REQUIRED WORK => Leave every picture out and write out the records below exactly.

Entries taken from a collection
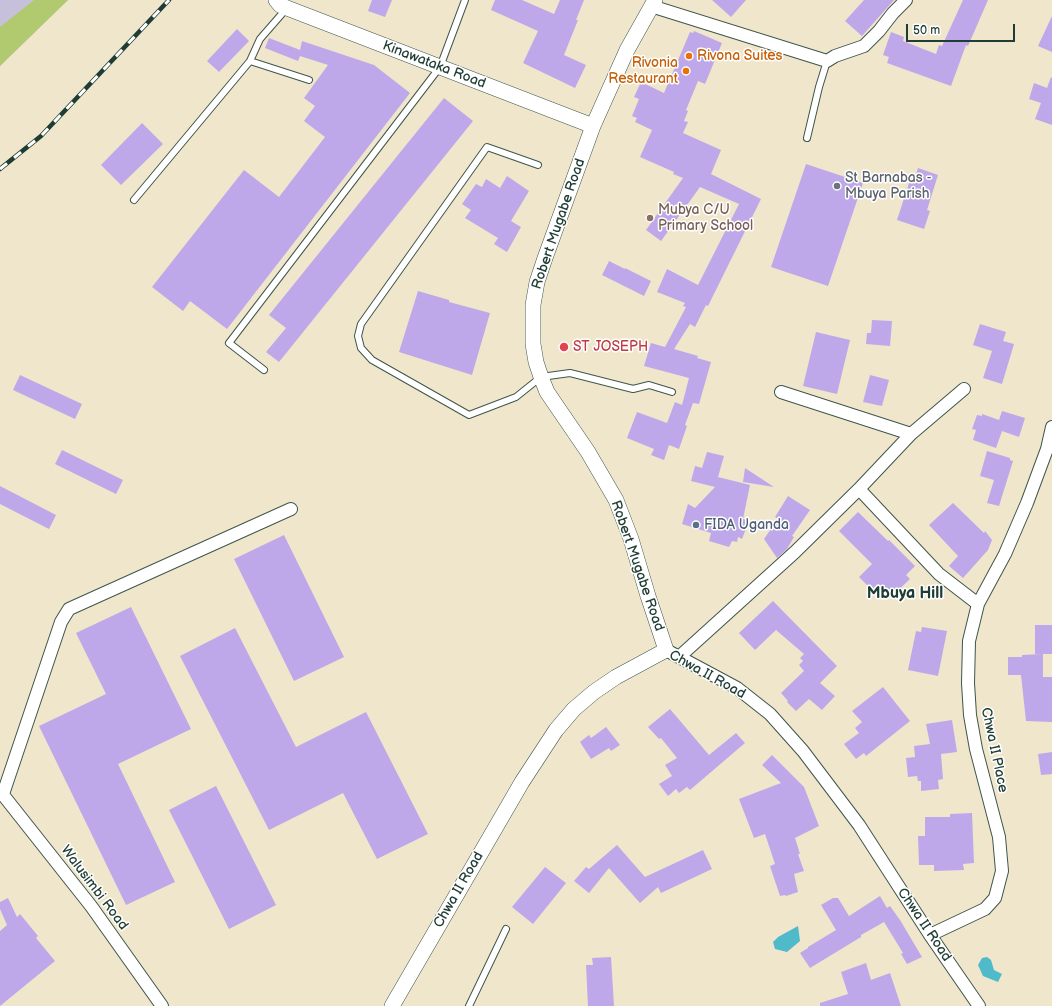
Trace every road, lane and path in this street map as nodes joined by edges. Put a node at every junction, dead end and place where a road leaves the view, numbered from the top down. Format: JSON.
{"nodes":[{"id":1,"x":465,"y":0,"type":"edge"},
{"id":2,"x":906,"y":0,"type":"edge"},
{"id":3,"x":653,"y":3,"type":"edge"},
{"id":4,"x":281,"y":4,"type":"edge"},
{"id":5,"x":250,"y":61,"type":"junction"},
{"id":6,"x":827,"y":61,"type":"junction"},
{"id":7,"x":440,"y":67,"type":"junction"},
{"id":8,"x":309,"y":80,"type":"dead end"},
{"id":9,"x":594,"y":126,"type":"junction"},
{"id":10,"x":807,"y":138,"type":"dead end"},
{"id":11,"x":538,"y":165,"type":"dead end"},
{"id":12,"x":134,"y":200,"type":"dead end"},
{"id":13,"x":264,"y":370,"type":"dead end"},
{"id":14,"x":541,"y":377,"type":"junction"},
{"id":15,"x":964,"y":389,"type":"dead end"},
{"id":16,"x":672,"y":392,"type":"dead end"},
{"id":17,"x":781,"y":392,"type":"dead end"},
{"id":18,"x":1052,"y":427,"type":"edge"},
{"id":19,"x":911,"y":434,"type":"junction"},
{"id":20,"x":859,"y":489,"type":"junction"},
{"id":21,"x":291,"y":509,"type":"dead end"},
{"id":22,"x":978,"y":604,"type":"junction"},
{"id":23,"x":673,"y":654,"type":"junction"},
{"id":24,"x":1,"y":793,"type":"edge"},
{"id":25,"x":506,"y":929,"type":"dead end"},
{"id":26,"x":930,"y":935,"type":"junction"},
{"id":27,"x":162,"y":1006,"type":"edge"},
{"id":28,"x":392,"y":1006,"type":"edge"},
{"id":29,"x":469,"y":1006,"type":"edge"},
{"id":30,"x":979,"y":1006,"type":"edge"}],
"edges":[{"from":1,"to":7,"type":"lane"},
{"from":2,"to":6,"type":"street"},
{"from":3,"to":6,"type":"street"},
{"from":3,"to":9,"type":"street","name":"Robert Mugabe Road"},
{"from":4,"to":5,"type":"lane"},
{"from":4,"to":7,"type":"street","name":"Kinawataka Road"},
{"from":5,"to":8,"type":"lane"},
{"from":5,"to":12,"type":"lane"},
{"from":6,"to":10,"type":"lane"},
{"from":7,"to":9,"type":"street","name":"Kinawataka Road"},
{"from":7,"to":13,"type":"lane"},
{"from":9,"to":14,"type":"street","name":"Robert Mugabe Road"},
{"from":11,"to":14,"type":"lane"},
{"from":14,"to":16,"type":"lane"},
{"from":14,"to":23,"type":"street","name":"Robert Mugabe Road"},
{"from":15,"to":19,"type":"street"},
{"from":17,"to":19,"type":"street"},
{"from":18,"to":22,"type":"street","name":"Chwa II Place"},
{"from":19,"to":20,"type":"street"},
{"from":20,"to":22,"type":"street"},
{"from":20,"to":23,"type":"street"},
{"from":21,"to":24,"type":"street"},
{"from":22,"to":26,"type":"street","name":"Chwa II Place"},
{"from":23,"to":26,"type":"street","name":"Chwa II Road"},
{"from":23,"to":28,"type":"street","name":"Chwa II Road"},
{"from":24,"to":27,"type":"street","name":"Walusimbi Road"},
{"from":25,"to":29,"type":"lane"},
{"from":26,"to":30,"type":"street","name":"Chwa II Road"}]}
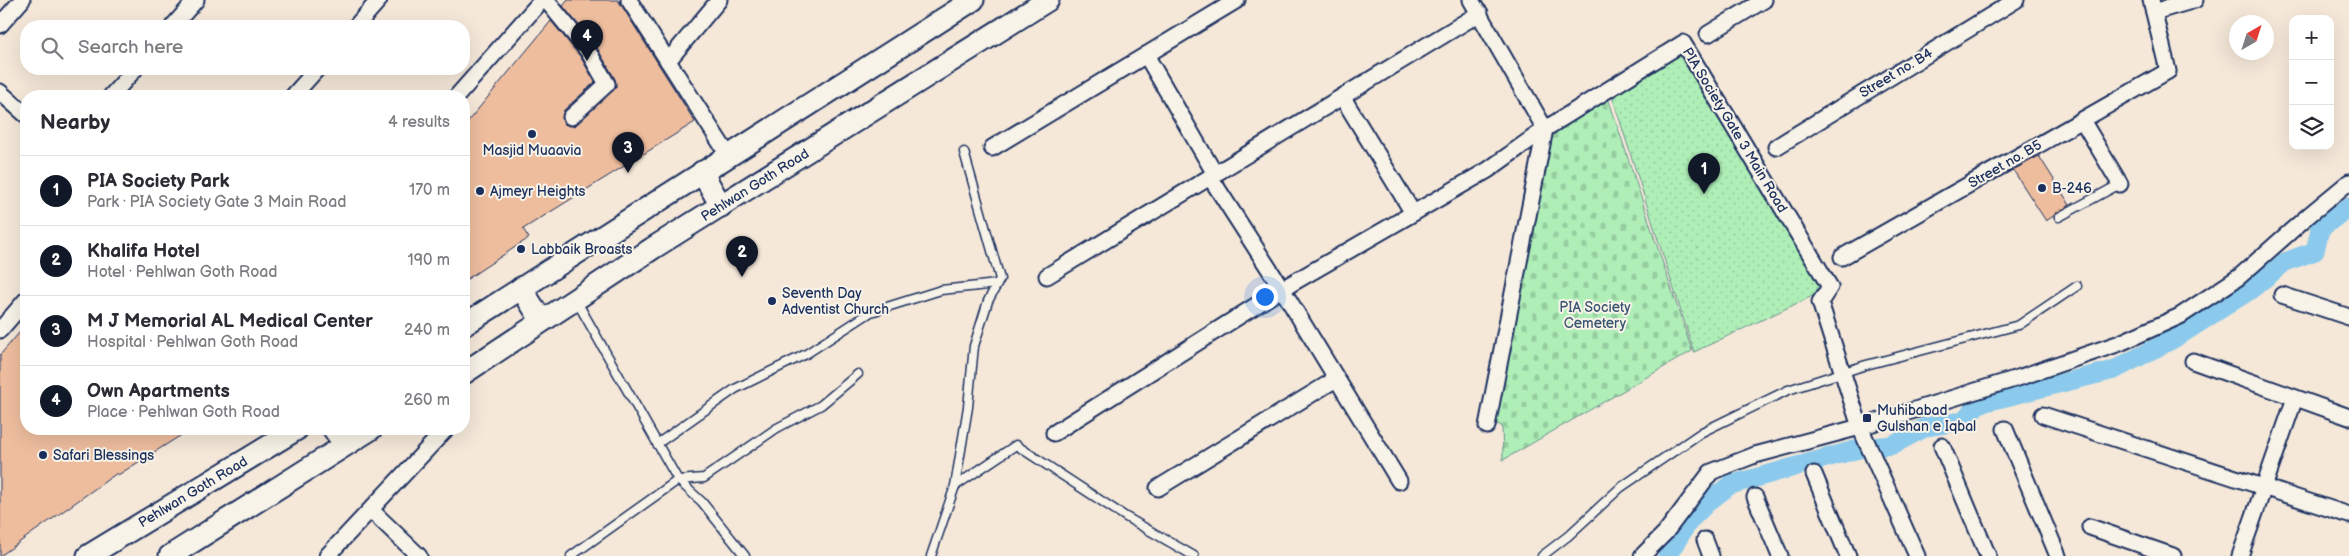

EXPECTED OUTPUT =>
Trace every road, lane and path in this street map as nodes joined by edges. Put a node at every junction, dead end and place where a road leaves the view, numbered from the top down. Format: JSON.
{"nodes":[{"id":1,"x":465,"y":0,"type":"edge"},
{"id":2,"x":906,"y":0,"type":"edge"},
{"id":3,"x":653,"y":3,"type":"edge"},
{"id":4,"x":281,"y":4,"type":"edge"},
{"id":5,"x":250,"y":61,"type":"junction"},
{"id":6,"x":827,"y":61,"type":"junction"},
{"id":7,"x":440,"y":67,"type":"junction"},
{"id":8,"x":309,"y":80,"type":"dead end"},
{"id":9,"x":594,"y":126,"type":"junction"},
{"id":10,"x":807,"y":138,"type":"dead end"},
{"id":11,"x":538,"y":165,"type":"dead end"},
{"id":12,"x":134,"y":200,"type":"dead end"},
{"id":13,"x":264,"y":370,"type":"dead end"},
{"id":14,"x":541,"y":377,"type":"junction"},
{"id":15,"x":964,"y":389,"type":"dead end"},
{"id":16,"x":672,"y":392,"type":"dead end"},
{"id":17,"x":781,"y":392,"type":"dead end"},
{"id":18,"x":1052,"y":427,"type":"edge"},
{"id":19,"x":911,"y":434,"type":"junction"},
{"id":20,"x":859,"y":489,"type":"junction"},
{"id":21,"x":291,"y":509,"type":"dead end"},
{"id":22,"x":978,"y":604,"type":"junction"},
{"id":23,"x":673,"y":654,"type":"junction"},
{"id":24,"x":1,"y":793,"type":"edge"},
{"id":25,"x":506,"y":929,"type":"dead end"},
{"id":26,"x":930,"y":935,"type":"junction"},
{"id":27,"x":162,"y":1006,"type":"edge"},
{"id":28,"x":392,"y":1006,"type":"edge"},
{"id":29,"x":469,"y":1006,"type":"edge"},
{"id":30,"x":979,"y":1006,"type":"edge"}],
"edges":[{"from":1,"to":7,"type":"lane"},
{"from":2,"to":6,"type":"street"},
{"from":3,"to":6,"type":"street"},
{"from":3,"to":9,"type":"street","name":"Robert Mugabe Road"},
{"from":4,"to":5,"type":"lane"},
{"from":4,"to":7,"type":"street","name":"Kinawataka Road"},
{"from":5,"to":8,"type":"lane"},
{"from":5,"to":12,"type":"lane"},
{"from":6,"to":10,"type":"lane"},
{"from":7,"to":9,"type":"street","name":"Kinawataka Road"},
{"from":7,"to":13,"type":"lane"},
{"from":9,"to":14,"type":"street","name":"Robert Mugabe Road"},
{"from":11,"to":14,"type":"lane"},
{"from":14,"to":16,"type":"lane"},
{"from":14,"to":23,"type":"street","name":"Robert Mugabe Road"},
{"from":15,"to":19,"type":"street"},
{"from":17,"to":19,"type":"street"},
{"from":18,"to":22,"type":"street","name":"Chwa II Place"},
{"from":19,"to":20,"type":"street"},
{"from":20,"to":22,"type":"street"},
{"from":20,"to":23,"type":"street"},
{"from":21,"to":24,"type":"street"},
{"from":22,"to":26,"type":"street","name":"Chwa II Place"},
{"from":23,"to":26,"type":"street","name":"Chwa II Road"},
{"from":23,"to":28,"type":"street","name":"Chwa II Road"},
{"from":24,"to":27,"type":"street","name":"Walusimbi Road"},
{"from":25,"to":29,"type":"lane"},
{"from":26,"to":30,"type":"street","name":"Chwa II Road"}]}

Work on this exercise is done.